RE: any unicode conversion tools?

From: Kent Karlsson (kentk@cs.chalmers.se)
Date: Thu May 13 2004 - 04:22:28 CDT

  • Next message: Kent Karlsson: "RE: Phoenician"

    Peter Constable wrote:

    > UTF-8 sequences, as originally defined, could be longer than
    > four bytes,
    > in order to address codepoints in the vast expanse of UCS-4 at
    > U+110000..U+FFFFFFFF. Since the accepted code space has been
    > constrained
    > to U+0000..U+10FFFF, only four bytes are needed. There are
    > non-UTF-8s --
    > beasts that kind of look like UTF-8 but aren't -- in which
    > sequences of
    > varying length represent the same character and sequences of more than
    > four bytes appear, but they are not UTF-8; those byte sequences are
    > considered illegal in UTF-8.

    1. UCS-4, which is still defined by 10646 (but never by Unicode)
        is limited at U-7FFF FFFF (nitpick: for some reason it's "U-"
        not "U+"; don't ask me why). U-FFFF FFFF has always been
        out of range. Probably so that one could use "signed" 32-bit
        ints (not all p.l. have unsigned integer types).

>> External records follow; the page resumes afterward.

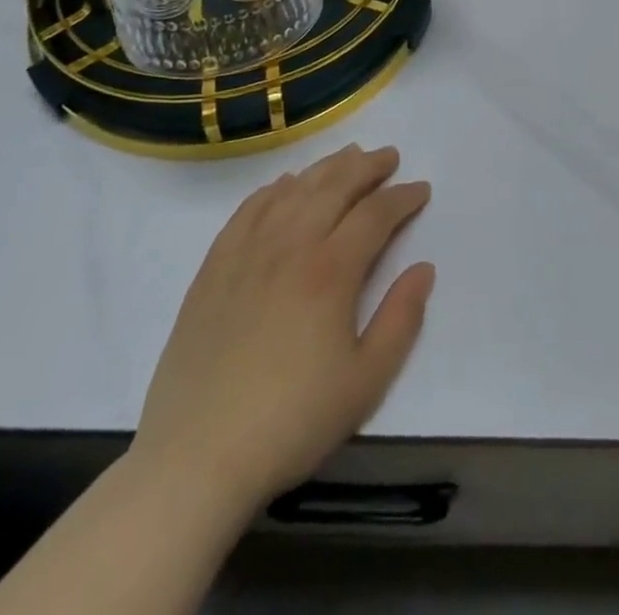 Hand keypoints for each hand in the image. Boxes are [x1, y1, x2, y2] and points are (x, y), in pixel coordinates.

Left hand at [131, 144, 433, 510]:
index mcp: (330, 271)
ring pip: (293, 190)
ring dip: (325, 168)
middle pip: (334, 186)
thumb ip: (402, 319)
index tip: (421, 190)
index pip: (375, 214)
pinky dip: (273, 189)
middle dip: (367, 167)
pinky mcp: (213, 270)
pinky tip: (285, 186)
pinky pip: (248, 210)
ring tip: (347, 158)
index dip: (403, 197)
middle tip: (389, 157)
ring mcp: (246, 254)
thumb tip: (423, 268)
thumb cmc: (291, 422)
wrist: (195, 461)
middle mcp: (290, 247)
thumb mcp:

    2. That "original" definition of UTF-8 (which was never in Unicode)
        is still the definition of UTF-8 in 10646. So UTF-8/Unicode is
        not the same as UTF-8/10646. In practice it does not matter
        very much, since there are no (and will never be) any characters
        allocated above U+10FFFF, and the private use planes above
        U+10FFFF (which were specified in 10646) have been removed.

    3. Another nitpick: To reach up to (and above...) U-FFFF FFFF in a
        UTF-8-like encoding would put the max number of bytes per
        char to 7. There would be no data bit in the first byte of a 7-byte
        sequence though, as it would consist exactly of 7 1s and 1 0. ;-)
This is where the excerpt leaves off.